Les larges sourires sur de nombreux visages des habitants locaux m’ont rappelé s’il le fallait qu’il suffit de peu pour être heureux. L’un n’empêche pas l’autre : on peut être tout à la fois heureux, vivre chichement et dépendre de ses voisins pour tout, y compris de l’essentiel.

Rodrigues ou Maurice ne seront jamais la France. Leurs problèmes ne seront jamais tout à fait les nôtres même si un nombre croissant d’entreprises hexagonales sont servies par les sociétés d’off-shoring de plus en plus nombreuses à Port Louis ou Quatre Bornes. C’est aussi pour cela que je me suis rendu là-bas, à l’autre bout du monde mais pourtant à 3 heures seulement de décalage horaire. Les Accenture et consorts ont fait de Maurice l’un de leurs leviers de création d’une valeur fabriquée sur le 20ème parallèle Sud et revendue un peu plus cher sur le 48ème parallèle Nord. Leurs clients et prospects que nous en avons en commun en sont ravis.

Là où Rodrigues se demande comment enrichir l’île d’un tourisme respectueux de son environnement, là où Maurice commence à se demander quelle serait la densité de population que l’île pourrait durablement soutenir, notre vieux pays se pose lui aussi de nombreuses questions mais prend son temps pour y répondre. La réforme des retraites n’était au fond qu’une ligne sur une longue liste de changements qui attendent depuis bien longtemps. Certains d’entre nous auraient préféré « un droit à la paresse » et iront s’en plaindre auprès du Conseil Constitutionnel. C’est leur plein droit. Ils sont finalement eux aussi, à leur manière et toutes proportions gardées, tentés par une vie insulaire. Une vie hors du monde. Une vie qui comme tout îlot touche vite ses limites.

La paresse des uns est financée par le travail des autres. Dans un pays comme le nôtre qui s’appauvrit inexorablement – Etienne Wasmer le rappelait dans un article des Echos ces dernières semaines – elle conduit à accélérer les souffrances sociales et économiques dont les violences urbaines du moment sont l’un des révélateurs.
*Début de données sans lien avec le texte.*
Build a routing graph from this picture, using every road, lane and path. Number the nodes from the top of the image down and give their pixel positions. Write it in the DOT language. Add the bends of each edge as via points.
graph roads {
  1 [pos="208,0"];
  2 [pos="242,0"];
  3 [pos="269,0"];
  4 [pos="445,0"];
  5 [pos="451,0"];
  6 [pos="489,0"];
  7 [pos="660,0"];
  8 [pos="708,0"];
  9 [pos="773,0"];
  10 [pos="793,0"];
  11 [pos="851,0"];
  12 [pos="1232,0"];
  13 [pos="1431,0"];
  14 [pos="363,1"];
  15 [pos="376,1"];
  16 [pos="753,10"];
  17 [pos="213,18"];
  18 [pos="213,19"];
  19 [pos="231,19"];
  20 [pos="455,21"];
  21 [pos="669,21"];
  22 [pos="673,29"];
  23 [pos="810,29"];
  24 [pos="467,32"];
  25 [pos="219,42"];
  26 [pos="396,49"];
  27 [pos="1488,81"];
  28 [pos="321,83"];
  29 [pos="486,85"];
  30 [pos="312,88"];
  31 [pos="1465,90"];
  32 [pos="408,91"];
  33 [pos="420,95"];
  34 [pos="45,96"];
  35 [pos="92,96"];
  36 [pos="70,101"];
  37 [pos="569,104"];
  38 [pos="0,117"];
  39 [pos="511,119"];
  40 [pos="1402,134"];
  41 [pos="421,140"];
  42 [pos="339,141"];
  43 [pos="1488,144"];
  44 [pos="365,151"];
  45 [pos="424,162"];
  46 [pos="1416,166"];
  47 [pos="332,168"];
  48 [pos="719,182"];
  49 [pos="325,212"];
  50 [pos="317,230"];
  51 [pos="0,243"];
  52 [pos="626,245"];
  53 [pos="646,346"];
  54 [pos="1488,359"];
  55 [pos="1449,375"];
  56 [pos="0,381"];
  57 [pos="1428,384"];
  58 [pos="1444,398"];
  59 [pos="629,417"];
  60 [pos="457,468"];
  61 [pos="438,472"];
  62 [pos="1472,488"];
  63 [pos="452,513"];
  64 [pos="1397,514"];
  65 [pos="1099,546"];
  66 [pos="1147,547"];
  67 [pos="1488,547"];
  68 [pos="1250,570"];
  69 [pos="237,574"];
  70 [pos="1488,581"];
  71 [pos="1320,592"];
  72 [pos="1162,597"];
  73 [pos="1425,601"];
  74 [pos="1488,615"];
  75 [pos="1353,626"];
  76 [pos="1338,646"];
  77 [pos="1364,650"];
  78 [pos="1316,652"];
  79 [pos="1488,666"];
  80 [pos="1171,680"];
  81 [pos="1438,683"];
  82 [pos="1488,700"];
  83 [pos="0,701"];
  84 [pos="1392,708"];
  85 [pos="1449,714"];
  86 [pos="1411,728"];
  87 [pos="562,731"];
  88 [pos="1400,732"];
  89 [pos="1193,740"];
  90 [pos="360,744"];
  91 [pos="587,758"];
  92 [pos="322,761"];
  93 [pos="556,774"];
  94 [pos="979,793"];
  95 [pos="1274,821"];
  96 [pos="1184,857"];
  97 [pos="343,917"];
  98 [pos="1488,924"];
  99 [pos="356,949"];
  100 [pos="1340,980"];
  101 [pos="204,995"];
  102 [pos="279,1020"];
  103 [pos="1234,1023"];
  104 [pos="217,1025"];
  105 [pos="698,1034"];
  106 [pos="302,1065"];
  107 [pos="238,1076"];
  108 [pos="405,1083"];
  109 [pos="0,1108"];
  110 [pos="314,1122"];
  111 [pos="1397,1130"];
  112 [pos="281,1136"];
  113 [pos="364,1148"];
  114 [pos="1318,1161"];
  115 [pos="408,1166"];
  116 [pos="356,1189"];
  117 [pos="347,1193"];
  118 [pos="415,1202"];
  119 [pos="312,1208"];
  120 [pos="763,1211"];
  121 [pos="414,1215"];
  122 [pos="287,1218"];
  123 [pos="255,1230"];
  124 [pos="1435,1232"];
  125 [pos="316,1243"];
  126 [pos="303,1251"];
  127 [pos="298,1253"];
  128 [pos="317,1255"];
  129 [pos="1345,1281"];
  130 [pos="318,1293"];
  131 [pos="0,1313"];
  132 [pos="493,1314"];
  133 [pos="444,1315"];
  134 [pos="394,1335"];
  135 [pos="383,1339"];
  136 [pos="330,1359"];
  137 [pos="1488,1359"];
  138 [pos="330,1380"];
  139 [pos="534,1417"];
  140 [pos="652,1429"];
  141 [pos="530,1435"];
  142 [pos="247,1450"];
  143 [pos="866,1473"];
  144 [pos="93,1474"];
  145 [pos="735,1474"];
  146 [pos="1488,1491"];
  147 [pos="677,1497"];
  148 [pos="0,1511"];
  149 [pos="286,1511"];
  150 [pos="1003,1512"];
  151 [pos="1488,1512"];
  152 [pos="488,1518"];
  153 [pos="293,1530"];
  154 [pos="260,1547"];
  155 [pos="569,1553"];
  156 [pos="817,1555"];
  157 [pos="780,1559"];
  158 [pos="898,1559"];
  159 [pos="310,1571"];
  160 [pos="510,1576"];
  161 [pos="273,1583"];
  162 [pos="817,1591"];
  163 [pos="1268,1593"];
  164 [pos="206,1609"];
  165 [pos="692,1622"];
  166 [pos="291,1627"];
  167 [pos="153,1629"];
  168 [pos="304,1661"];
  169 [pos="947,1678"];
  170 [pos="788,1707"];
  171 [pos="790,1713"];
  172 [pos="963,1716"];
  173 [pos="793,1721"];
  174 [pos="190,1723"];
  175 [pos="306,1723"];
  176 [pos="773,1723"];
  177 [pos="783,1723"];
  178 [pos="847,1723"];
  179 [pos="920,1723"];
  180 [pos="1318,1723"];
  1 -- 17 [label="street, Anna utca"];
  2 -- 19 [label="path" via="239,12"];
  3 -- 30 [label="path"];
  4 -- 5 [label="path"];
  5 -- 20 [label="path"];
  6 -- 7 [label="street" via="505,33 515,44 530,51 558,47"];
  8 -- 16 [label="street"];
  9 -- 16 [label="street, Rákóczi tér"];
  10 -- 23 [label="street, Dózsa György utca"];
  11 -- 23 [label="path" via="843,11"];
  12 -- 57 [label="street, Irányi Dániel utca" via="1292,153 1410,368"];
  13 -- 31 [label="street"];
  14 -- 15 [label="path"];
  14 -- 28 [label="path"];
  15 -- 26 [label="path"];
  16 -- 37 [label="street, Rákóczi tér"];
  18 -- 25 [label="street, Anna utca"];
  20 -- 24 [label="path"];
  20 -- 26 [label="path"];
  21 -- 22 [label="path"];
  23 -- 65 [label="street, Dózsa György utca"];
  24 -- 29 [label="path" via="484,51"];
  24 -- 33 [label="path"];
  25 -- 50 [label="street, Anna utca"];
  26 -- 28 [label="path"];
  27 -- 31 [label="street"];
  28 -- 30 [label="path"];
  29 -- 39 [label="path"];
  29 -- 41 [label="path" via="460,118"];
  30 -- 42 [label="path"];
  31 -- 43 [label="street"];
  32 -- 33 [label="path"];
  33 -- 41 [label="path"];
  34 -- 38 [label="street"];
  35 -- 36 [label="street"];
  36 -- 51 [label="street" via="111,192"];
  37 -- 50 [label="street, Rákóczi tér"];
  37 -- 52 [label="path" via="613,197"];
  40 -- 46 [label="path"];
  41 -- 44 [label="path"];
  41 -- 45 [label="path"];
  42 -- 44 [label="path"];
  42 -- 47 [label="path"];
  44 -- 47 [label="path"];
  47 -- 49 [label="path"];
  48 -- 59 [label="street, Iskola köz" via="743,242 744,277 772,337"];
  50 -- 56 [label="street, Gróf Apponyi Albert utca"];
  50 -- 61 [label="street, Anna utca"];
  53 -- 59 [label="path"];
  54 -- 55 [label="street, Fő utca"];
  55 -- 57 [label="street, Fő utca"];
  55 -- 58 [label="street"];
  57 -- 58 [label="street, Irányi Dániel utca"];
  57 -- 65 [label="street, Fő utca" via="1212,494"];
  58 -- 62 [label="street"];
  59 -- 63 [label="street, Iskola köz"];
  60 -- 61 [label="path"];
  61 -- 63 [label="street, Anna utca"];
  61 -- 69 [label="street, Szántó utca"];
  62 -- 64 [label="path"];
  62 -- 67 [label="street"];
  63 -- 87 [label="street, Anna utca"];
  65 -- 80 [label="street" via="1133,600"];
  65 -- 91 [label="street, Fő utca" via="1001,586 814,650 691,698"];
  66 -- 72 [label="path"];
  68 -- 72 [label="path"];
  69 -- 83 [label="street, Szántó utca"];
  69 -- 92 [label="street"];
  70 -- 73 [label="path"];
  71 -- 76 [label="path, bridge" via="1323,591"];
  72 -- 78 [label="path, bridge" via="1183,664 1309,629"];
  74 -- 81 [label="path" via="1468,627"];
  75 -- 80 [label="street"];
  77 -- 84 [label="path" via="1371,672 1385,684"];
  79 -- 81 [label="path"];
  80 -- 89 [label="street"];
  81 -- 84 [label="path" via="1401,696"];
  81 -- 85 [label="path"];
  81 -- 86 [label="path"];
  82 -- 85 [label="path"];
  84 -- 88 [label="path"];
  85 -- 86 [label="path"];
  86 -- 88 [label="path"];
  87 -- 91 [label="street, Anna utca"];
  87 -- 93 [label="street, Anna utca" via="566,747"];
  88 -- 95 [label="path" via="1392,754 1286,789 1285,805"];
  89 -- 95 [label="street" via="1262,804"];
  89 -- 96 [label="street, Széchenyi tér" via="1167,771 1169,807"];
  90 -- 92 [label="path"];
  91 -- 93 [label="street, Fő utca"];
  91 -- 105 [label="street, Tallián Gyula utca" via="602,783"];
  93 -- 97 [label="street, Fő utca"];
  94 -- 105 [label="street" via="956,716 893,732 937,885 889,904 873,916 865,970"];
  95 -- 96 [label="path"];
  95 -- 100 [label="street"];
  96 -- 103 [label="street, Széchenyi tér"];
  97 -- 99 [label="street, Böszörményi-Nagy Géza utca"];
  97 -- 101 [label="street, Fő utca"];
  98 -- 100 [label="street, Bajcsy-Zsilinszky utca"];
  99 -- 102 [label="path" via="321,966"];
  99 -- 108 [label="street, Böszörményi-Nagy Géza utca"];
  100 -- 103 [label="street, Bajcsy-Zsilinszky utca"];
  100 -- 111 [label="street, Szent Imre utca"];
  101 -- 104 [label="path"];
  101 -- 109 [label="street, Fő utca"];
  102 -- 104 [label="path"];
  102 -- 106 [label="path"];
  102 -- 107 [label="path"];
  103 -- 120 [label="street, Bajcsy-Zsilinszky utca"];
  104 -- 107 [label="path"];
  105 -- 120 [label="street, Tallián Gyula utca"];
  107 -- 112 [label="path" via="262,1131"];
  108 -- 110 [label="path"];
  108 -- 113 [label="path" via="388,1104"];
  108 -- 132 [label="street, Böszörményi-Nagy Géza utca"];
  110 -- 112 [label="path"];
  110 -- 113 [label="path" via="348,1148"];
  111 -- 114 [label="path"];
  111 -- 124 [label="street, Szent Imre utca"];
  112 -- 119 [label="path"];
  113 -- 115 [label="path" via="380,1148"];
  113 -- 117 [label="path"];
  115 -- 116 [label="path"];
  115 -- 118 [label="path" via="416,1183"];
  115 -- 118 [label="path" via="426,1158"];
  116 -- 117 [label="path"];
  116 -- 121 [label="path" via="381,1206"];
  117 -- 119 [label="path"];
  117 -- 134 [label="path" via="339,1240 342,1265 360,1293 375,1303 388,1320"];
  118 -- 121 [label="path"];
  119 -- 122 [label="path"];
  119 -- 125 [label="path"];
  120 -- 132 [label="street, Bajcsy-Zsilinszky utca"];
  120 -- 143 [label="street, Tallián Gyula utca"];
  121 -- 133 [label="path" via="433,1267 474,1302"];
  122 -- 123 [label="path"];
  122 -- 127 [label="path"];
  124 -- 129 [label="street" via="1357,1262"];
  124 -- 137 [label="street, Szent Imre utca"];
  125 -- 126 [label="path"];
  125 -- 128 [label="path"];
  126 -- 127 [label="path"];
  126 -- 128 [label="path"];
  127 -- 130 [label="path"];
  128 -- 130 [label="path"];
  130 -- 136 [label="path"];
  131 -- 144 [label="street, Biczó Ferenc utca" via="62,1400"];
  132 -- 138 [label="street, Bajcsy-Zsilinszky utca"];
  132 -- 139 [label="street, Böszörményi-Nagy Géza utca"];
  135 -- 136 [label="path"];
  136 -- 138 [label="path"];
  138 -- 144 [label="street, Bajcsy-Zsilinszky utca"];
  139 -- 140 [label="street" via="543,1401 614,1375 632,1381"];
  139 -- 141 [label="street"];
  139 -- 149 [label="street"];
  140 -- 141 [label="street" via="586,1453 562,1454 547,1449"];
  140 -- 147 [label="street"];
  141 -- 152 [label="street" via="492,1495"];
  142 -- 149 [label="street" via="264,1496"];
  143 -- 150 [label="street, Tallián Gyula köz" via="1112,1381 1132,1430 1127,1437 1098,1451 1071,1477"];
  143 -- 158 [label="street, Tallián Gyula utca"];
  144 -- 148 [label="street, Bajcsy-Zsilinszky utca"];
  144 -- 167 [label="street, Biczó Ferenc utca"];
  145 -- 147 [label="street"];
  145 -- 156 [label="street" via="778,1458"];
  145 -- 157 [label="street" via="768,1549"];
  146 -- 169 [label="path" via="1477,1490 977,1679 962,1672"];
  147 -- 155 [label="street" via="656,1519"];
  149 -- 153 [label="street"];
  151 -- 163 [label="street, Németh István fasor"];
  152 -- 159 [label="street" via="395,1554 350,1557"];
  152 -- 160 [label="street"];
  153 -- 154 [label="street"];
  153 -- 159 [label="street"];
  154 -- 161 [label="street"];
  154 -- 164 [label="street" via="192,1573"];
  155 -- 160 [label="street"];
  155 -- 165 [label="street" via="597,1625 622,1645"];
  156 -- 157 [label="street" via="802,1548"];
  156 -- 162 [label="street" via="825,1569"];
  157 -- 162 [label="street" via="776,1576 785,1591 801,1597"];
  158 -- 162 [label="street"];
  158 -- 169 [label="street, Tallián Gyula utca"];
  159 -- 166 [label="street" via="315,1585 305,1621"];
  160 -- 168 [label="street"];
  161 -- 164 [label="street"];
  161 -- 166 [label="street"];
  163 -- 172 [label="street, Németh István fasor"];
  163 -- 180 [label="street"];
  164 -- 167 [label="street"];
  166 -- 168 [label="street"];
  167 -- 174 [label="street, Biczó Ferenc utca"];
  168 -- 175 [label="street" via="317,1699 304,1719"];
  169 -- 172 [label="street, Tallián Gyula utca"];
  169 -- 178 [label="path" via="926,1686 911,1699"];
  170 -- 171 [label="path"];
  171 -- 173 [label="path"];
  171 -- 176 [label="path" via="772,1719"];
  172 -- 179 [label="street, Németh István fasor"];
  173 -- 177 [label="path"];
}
Un pays n’est pas une île contrairement à ce qui est écrit plus haut. C’est probablement ce que nous Français avons longtemps pensé collectivement en rejetant une mondialisation dont nous nous réjouissons encore qu’elle ralentisse. Nous aurions bien tort de saluer la porosité décroissante des frontières du monde. Elle révèle au mieux des tensions entre pays que même la petite entreprise que je dirige subit : j’ai abandonné l’idée de faire venir mon équipe marocaine à Paris ou ailleurs en Europe. Leurs visas leur sont systématiquement refusés. Au pire, le rétrécissement de notre monde fait-il résonner les bruits de bottes que l’augmentation des dépenses militaires vient confirmer. Elles ont dépassé les 2000 Md$ dans le monde entier en 2021 contre 1500 Md$ 15 ans plus tôt (source : SIPRI Military Expenditure Database, Avril 2022)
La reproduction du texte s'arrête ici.